Dorottya Magyar
Fellowship: | |
City, Country: | Budapest, Hungary |
Year: | 2019 |
Stay(s): | Nov 2019 - Dez 2019 |
Born 1990 in Budapest/Hungary.
Dorottya Magyar is an art manager based in Hungary. She studied art history at Eötvös Loránd University, Budapest (2010–2014) and gained her MA from Moholy Nagy University of Arts and Design Budapest (2014–2017) as a design and art manager. She also spent a semester at University Bremen/Germany (2016), studying art and cultural mediation.
She gained experience at Ludwig Museum (2012–2014) and at acb Gallery (2013–2014) in Budapest and worked for Bátor Tábor Foundation – Therapeutic Recreation Camp as a co-coordinator of Contemporary Art Charity Auctions. For the Hungarian Pavilion of the 56th Venice Biennale (2015), she was a curatorial assistant of Szilárd Cseke’s Sustainable Identities exhibition. She also spent a few months in Berlin/Germany at the AGORA Collective’s AFFECT program. At AGORA, she participated in a workshop called The artistic mission: dismantling professionalism in a for-profit economy? by Diego Agulló in 2016, and, concluding her visit, she was part of THE WAITING ROOM project as part of the festival 48 Stunden Neukölln in Berlin.
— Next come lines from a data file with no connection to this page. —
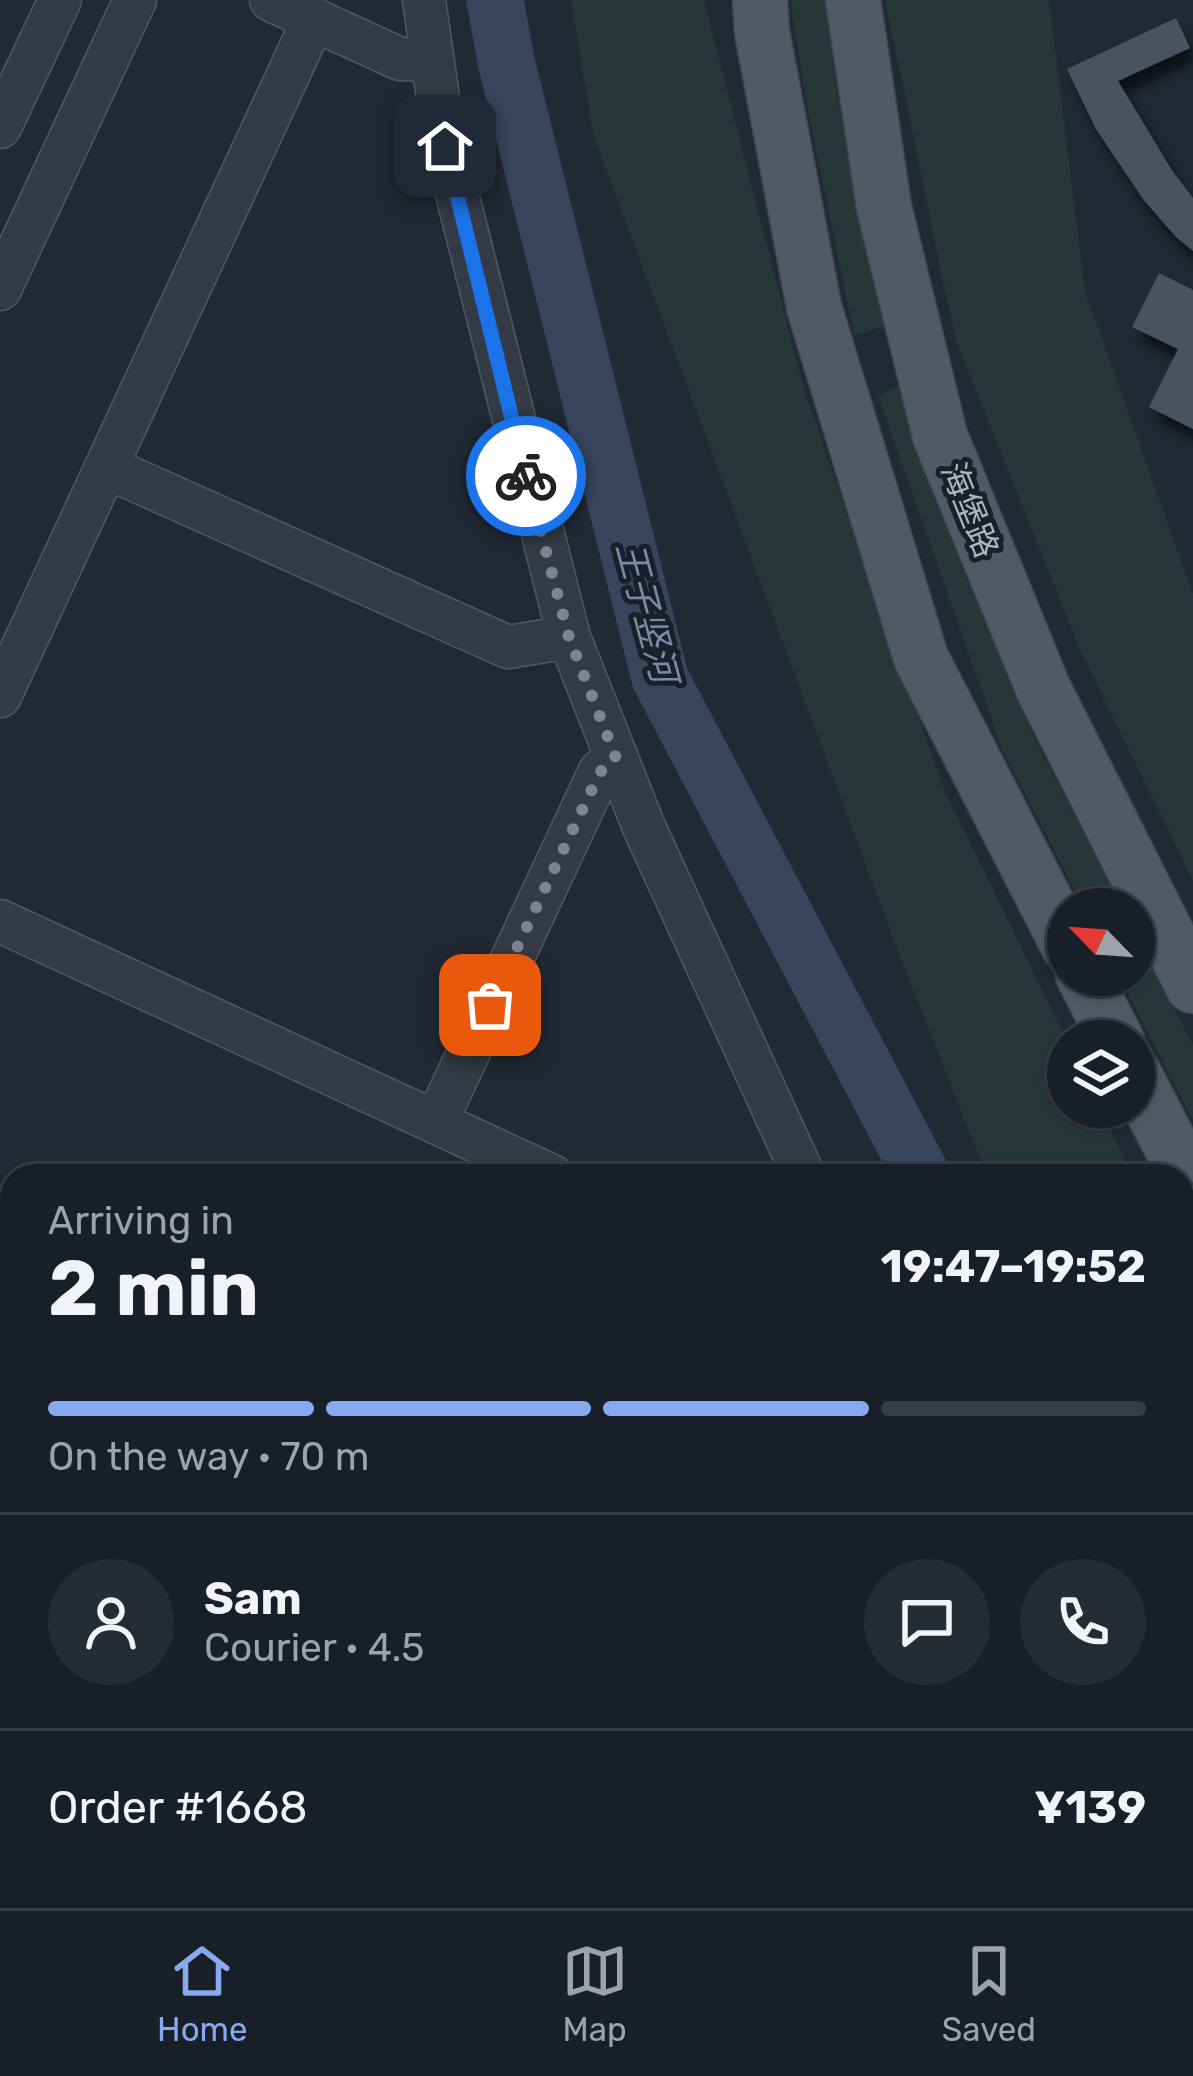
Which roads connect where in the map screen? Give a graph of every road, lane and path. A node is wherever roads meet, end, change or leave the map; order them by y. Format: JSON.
{"nodes":[{"id":1,"x":60,"y":0,"type":"edge"},
{"id":2,"x":135,"y":0,"type":"edge"},
{"id":3,"x":272,"y":0,"type":"edge"},
{"id":4,"x":424,"y":0,"type":"edge"},
{"id":5,"x":760,"y":0,"type":"edge"},
{"id":6,"x":853,"y":0,"type":"edge"},
{"id":7,"x":314,"y":20,"type":"junction"},
{"id":8,"x":432,"y":60,"type":"junction"},
{"id":9,"x":0,"y":127,"type":"edge"},
{"id":10,"x":0,"y":289,"type":"edge"},
{"id":11,"x":106,"y":467,"type":"junction"},
{"id":12,"x":569,"y":637,"type":"junction"},
{"id":13,"x":11,"y":645,"type":"edge"},
{"id":14,"x":0,"y":696,"type":"edge"},
{"id":15,"x":616,"y":758,"type":"junction"},
{"id":16,"x":1047,"y":904,"type":"edge"},
{"id":17,"x":0,"y":921,"type":"edge"},
{"id":18,"x":1193,"y":986,"type":"edge"},
{"id":19,"x":1155,"y":1115,"type":"edge"},
{"id":20,"x":436,"y":1122,"type":"junction"},
{"id":21,"x":525,"y":1164,"type":"edge"},
{"id":22,"x":798,"y":1164,"type":"edge"},
{"id":23,"x":1180,"y":1164,"type":"edge"}],
"edges":[{"from":1,"to":9,"type":"street"},
{"from":2,"to":10,"type":"street"},
{"from":3,"to":7,"type":"street"},
{"from":4,"to":8,"type":"street"},
{"from":5,"to":16,"type":"main road"},
{"from":6,"to":18,"type":"main road","name":"海堡路"},
{"from":7,"to":8,"type":"street"},
{"from":7,"to":11,"type":"street"},
{"from":8,"to":12,"type":"street"},
{"from":11,"to":12,"type":"street"},
{"from":11,"to":13,"type":"street"},
{"from":12,"to":15,"type":"street"},
{"from":13,"to":14,"type":"street"},
{"from":15,"to":20,"type":"street"},
{"from":15,"to":22,"type":"street"},
{"from":17,"to":20,"type":"street"},
{"from":19,"to":23,"type":"main road"},
{"from":20,"to":21,"type":"street"}]}
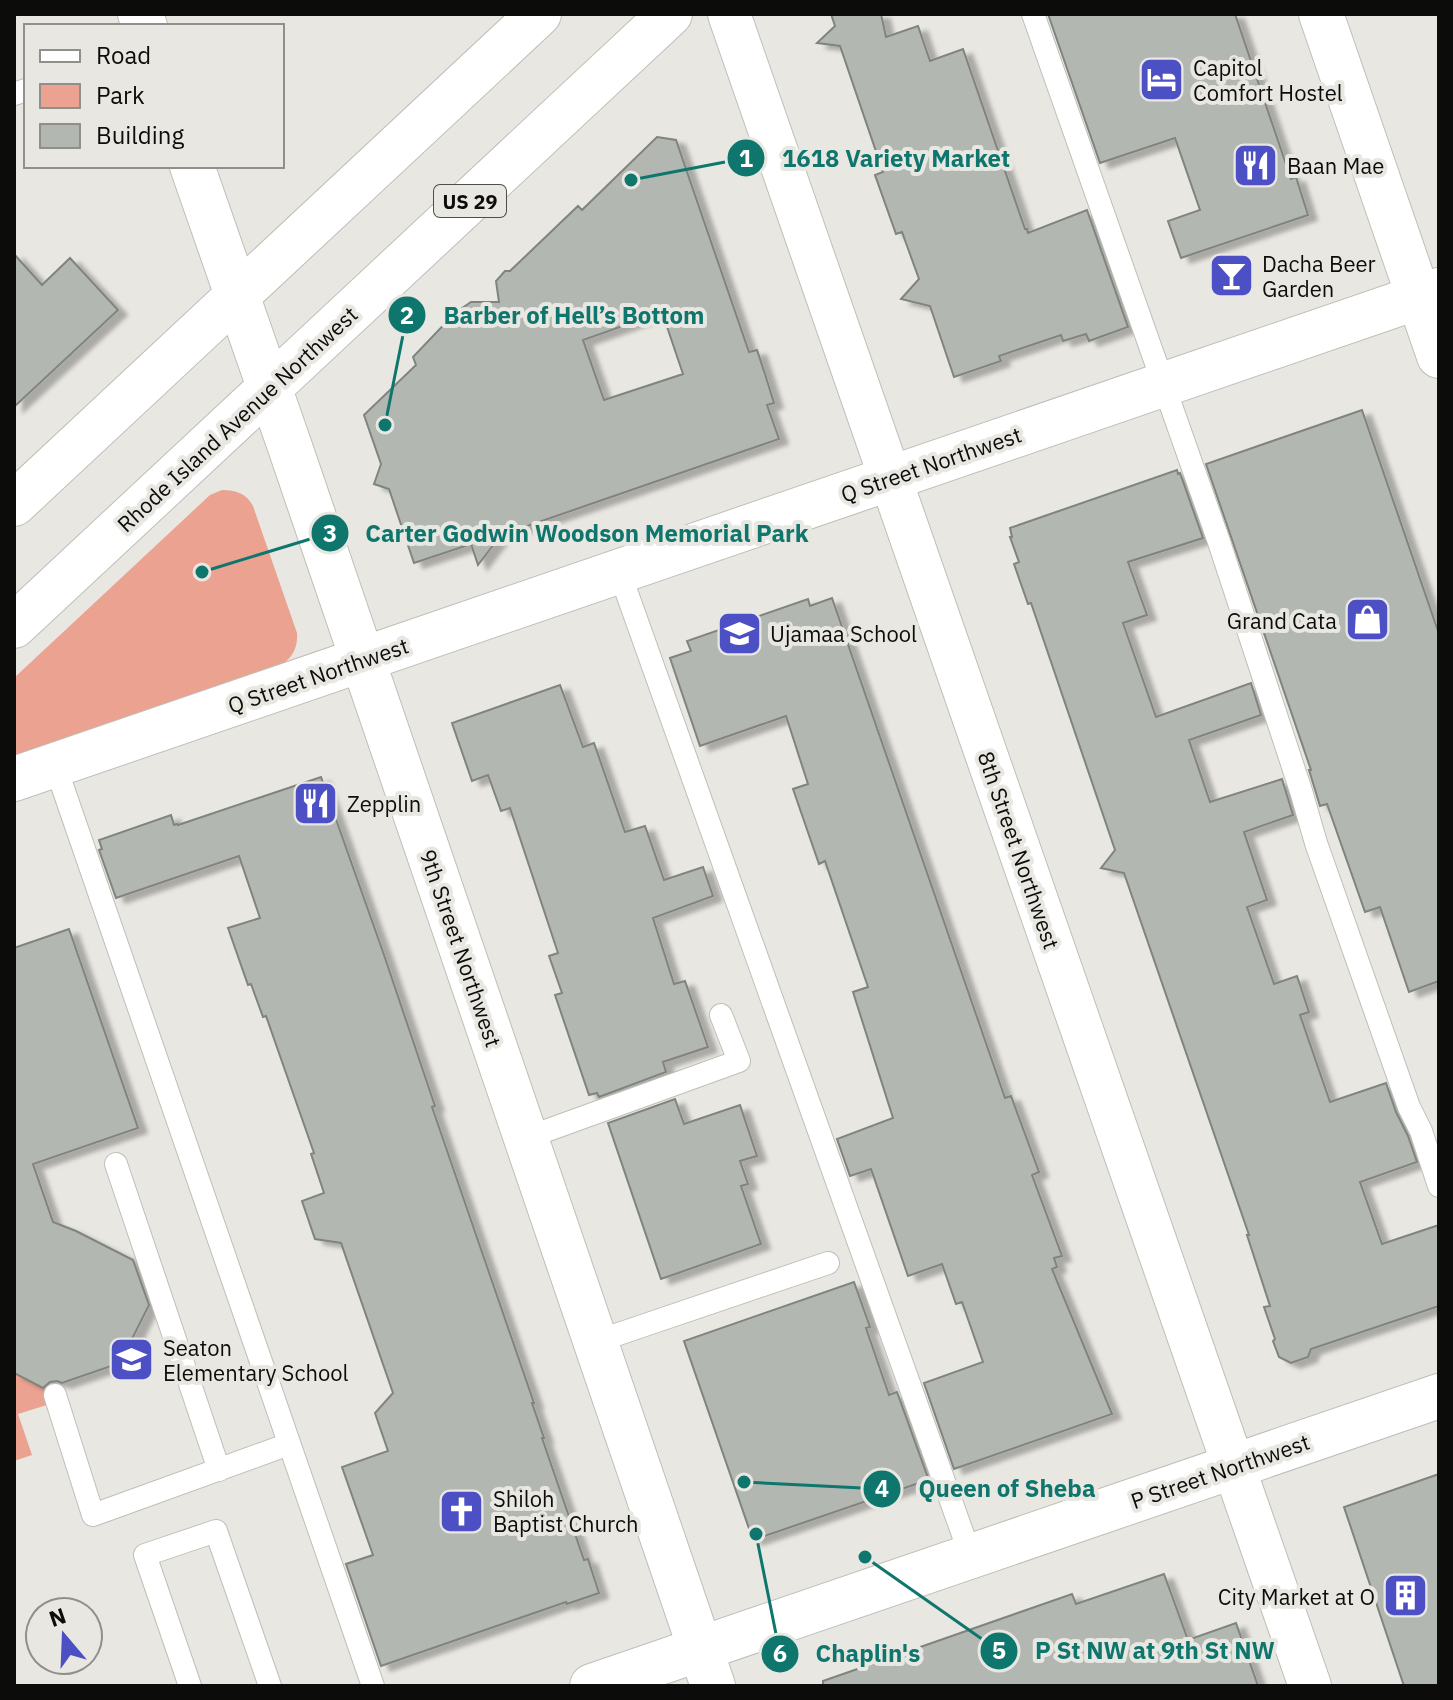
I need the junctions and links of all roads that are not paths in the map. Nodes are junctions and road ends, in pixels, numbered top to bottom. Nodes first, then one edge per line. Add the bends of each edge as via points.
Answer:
1 (539, 14) edge
2 (670, 14) edge
3 (729, 14) edge
4 (1033, 14) edge
5 (1321, 14) edge
6 (193, 168) edge
7 (1429, 293) edge
8 (237, 295) junction
9 (1439, 356) edge
10 (1164, 385) junction
11 (269, 387) junction
12 (890, 478) junction
13 (14, 504) edge
14 (619, 571) junction
15 (14, 626) edge
16 (363, 660) junction
17 (55, 765) junction
18 (14, 779) edge
19 (721, 1015) dead end
20 (526, 1138) junction
21 (116, 1164) dead end
22 (1439, 1186) edge
23 (828, 1263) dead end
24 (595, 1342) junction
25 (55, 1395) dead end
26 (1439, 1396) edge
27 (289, 1444) junction
28 (1235, 1466) junction
29 (219, 1470) junction
30 (971, 1557) junction
31 (706, 1668) edge
32 (190, 1686) edge
33 (270, 1686) edge
34 (373, 1686) edge
35 (592, 1686) edge
36 (1310, 1686) edge

1 - 8 main road
2 - 11 main road, Rhode Island Avenue Northwest / US 29
3 - 12 street, 8th Street Northwest
4 - 10 lane
5 - 7 main road
6 - 8 main road, 9th Street Northwest
7 - 9 main road
7 - 10 main road, Q Street Northwest
8 - 11 main road, 9th Street Northwest
8 - 13 main road
10 - 12 main road, Q Street Northwest
10 - 22 lane via 1316,843
11 - 15 main road, Rhode Island Avenue Northwest / US 29
11 - 16 main road, 9th Street Northwest
12 - 14 main road, Q Street Northwest
12 - 28 street, 8th Street Northwest
14 - 16 main road, Q Street Northwest
14 - 30 lane
16 - 17 main road, Q Street Northwest
16 - 20 main road, 9th Street Northwest
17 - 18 main road, Q Street Northwest
17 - 27 lane
19 - 20 lane via 739,1061
20 - 24 main road, 9th Street Northwest
21 - 29 lane
23 - 24 lane
24 - 31 main road, 9th Street Northwest
25 - 29 lane via 93,1515
26 - 28 main road, P Street Northwest
27 - 29 lane
27 - 34 lane
28 - 30 main road, P Street Northwest
28 - 36 street, 8th Street Northwest
30 - 31 main road, P Street Northwest
31 - 35 main road, P Street Northwest
32 - 33 lane via 145,1555 216,1531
Since 2017, she has been working at art quarter Budapest (aqb) as a project manager and coordinator of the artist-in-residence program. Aqb is an independent cultural institution and dynamic center of contemporary art that hosts a wide diversity of creative activities. It functions as an exhibition space for contemporary art, studio house and residency program in a unique renovated factory building. As a project manager, she organized programs in the form of exhibitions with art education programs, festivals, concerts, performance events, film screenings with roundtable discussions and workshops. She also had some curatorial projects, made several pop-up exhibitions for the resident artists of aqb, and curated an exhibition of Marko Rodics: Unprocessed at Hidegszoba Studio, Budapest in 2018. Her main interests are different structures and practices in artist-in-residence programs.